---------- The data
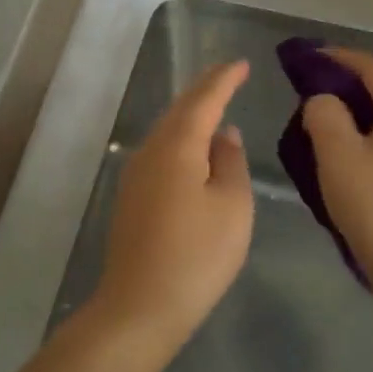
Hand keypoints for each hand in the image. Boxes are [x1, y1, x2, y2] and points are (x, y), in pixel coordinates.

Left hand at [91, 61, 254, 356]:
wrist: (140, 308)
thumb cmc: (196, 256)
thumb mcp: (231, 206)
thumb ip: (230, 162)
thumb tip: (223, 133)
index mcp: (176, 146)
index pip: (203, 100)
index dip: (223, 79)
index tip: (241, 63)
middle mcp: (150, 152)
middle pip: (179, 111)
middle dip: (204, 90)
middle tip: (228, 76)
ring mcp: (135, 175)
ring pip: (166, 131)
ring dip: (191, 115)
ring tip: (215, 106)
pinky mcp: (131, 198)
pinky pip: (160, 153)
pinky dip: (181, 140)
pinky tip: (194, 151)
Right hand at [301, 49, 372, 290]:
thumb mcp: (336, 154)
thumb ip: (324, 115)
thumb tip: (324, 101)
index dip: (343, 57)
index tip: (313, 55)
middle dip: (354, 79)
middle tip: (319, 80)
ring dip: (363, 105)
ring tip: (330, 111)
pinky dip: (372, 128)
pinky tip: (352, 146)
--------------------
Word for word, restate the records above and drop the pictures.

● **Answer for this exercise**:
Hand keypoints for each hand in the image. Boxes are [x1, y1, x2, y2] and points are (x, y), in pixel coordinates.

Left hand at [91, 61, 254, 356]:
wrist: (140, 308)
thumb cmc: (196, 256)
thumb mcp: (231, 206)
thumb ip: (230, 162)
thumb tip: (223, 133)
index mcp: (176, 146)
index pip: (203, 100)
index dip: (223, 79)
index tip: (241, 63)
middle mcp: (150, 152)
middle pip: (179, 111)
middle dip: (204, 90)
middle tip: (228, 76)
ring mcp: (135, 175)
ring pip: (166, 131)
ring dip: (191, 115)
ring tip: (215, 106)
pinky mcp: (131, 198)
pinky pip: (160, 153)
pinky dip: (181, 140)
pinky tip: (194, 151)
Right hand at [301, 49, 372, 290]:
thumb mcp: (336, 154)
thumb ip: (324, 115)
thumb tip: (324, 101)
index dip: (343, 57)
index tip: (313, 55)
middle dip: (354, 79)
middle tip: (319, 80)
ring dip: (363, 105)
ring tip: (330, 111)
pinky dip: (372, 128)
pinky tip: (352, 146)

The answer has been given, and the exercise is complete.